Tony’s near-death epiphany inspired a pureness of conscience that seems to be fading like a well-intentioned New Year’ resolution. Janice will never change; she is the perfect pathological opportunist, changing her stripes in each surrounding she finds herself in. Carmela cloaked in her Catholicism while strong-arming neighbors with Ricotta pies and cryptic threats; just like “Rome’s” Atia of the Julii, her family comes first. AJ, his continued selfishness a liability in overachieving sister Meadow’s shadow.
Tony’s conscience and guilt for the deaths of Adriana, little Jackie Aprile, Tony Blundetto, Ralphie, and the fate of Uncle June that gnaws will most certainly manifest, but how? Will the bitter and cruel Phil Leotardo exact his revenge through the New York family, or will Tony’s demise be at the hands of the FBI?
Then there is my favorite character of all; the one I will miss the most.
In the Scorsese film “Goodfellas,” actor Tony Sirico played a gangster named Tony who reports to a boss named Paulie.
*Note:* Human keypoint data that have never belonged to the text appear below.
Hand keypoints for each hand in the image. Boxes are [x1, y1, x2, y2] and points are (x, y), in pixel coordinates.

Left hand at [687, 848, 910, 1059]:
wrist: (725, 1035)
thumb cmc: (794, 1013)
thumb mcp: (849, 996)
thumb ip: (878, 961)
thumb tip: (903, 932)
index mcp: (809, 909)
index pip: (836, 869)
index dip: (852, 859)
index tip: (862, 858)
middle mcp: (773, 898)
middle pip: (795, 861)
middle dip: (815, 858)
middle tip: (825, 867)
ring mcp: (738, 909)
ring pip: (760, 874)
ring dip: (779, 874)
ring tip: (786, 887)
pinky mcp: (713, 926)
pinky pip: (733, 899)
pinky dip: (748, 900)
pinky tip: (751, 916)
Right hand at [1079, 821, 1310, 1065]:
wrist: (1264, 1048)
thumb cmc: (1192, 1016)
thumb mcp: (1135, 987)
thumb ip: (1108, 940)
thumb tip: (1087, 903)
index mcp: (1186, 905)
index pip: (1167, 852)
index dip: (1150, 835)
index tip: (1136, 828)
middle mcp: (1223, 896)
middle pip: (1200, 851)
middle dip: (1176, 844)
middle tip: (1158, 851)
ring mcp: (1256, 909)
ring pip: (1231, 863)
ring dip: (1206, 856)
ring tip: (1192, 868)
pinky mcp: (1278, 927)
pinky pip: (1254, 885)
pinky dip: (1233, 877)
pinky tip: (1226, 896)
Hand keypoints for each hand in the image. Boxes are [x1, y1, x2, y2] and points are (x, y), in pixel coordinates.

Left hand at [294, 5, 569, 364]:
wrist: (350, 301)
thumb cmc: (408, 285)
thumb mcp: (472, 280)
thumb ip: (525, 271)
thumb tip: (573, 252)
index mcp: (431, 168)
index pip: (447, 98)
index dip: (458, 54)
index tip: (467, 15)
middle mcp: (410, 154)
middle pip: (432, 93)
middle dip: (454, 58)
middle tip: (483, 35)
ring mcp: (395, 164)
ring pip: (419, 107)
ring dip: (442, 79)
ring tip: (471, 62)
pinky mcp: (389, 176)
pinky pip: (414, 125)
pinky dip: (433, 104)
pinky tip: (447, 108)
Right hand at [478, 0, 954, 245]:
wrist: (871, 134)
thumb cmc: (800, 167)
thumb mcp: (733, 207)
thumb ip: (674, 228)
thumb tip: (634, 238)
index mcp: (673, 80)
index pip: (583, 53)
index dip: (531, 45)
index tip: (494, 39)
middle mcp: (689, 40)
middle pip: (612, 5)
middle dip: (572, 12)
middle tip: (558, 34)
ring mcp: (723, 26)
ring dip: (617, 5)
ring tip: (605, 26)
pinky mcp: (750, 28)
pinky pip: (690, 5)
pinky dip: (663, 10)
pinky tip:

In Chase’s “The Sopranos,” he plays a mobster named Paulie who reports to a boss named Tony.
Paulie “Walnuts” Gaultier got his moniker by hijacking a truck reportedly full of loot, only to find it was hauling walnuts.
The Cadillac man’s scenes stole the show, especially with Christopher Moltisante (Michael Imperioli) when the two were stranded in the Jersey Pine Barrens trying to dispose of the “dead” Russian, ransacking Adriana’s panty drawer, seeing a psychic and subsequently being asked to leave because a cacophony of his crime victims squealed on him to the medium, his constant non-sequiturs, mangled English and lessons in public restroom hygiene, “tuck the shoelaces in your shoes so they don’t soak up the piss,” the scenes between him and the great Ralphie Cifareti (Joe Pantoliano) who pushes his buttons. Paulie had a snappy comeback for any wise guy that cramped his style.
Paulie ‘Walnuts’ Gualtieri: So what was the story with Princess Di? Did the Queen have her whacked?
Christopher: Like you were ever in Paris.
Paulie ‘Walnuts’ Gualtieri: I went for a blow job. Your mom was working the bon-bon concession at the Eiffel Tower.
In the last season, Paulie found out his dying aunt Dotty, a nun, was actually his mother who had been impregnated by a soldier. Paulie’s beloved Nucci, it turned out, who he thought was his mother was really his aunt, taking him in to hide the scandal.
After a cancer diagnosis, a surreal visit from the Virgin Mary at the series Rosetta stone, the Bada Bing, sends Paulie back to Nucci’s forgiving arms, cookies and Lawrence Welk.
Sunday nights that had been solely reserved for “Rome” and my weekly date with Titus Pullo have now been replaced by the New Jersey Italian-American extended crime family.
This void left by the wrapping of these exceptional HBO series is tough. “The Sopranos” fading away has me mourning a bit of my own past, and voices of people long gone.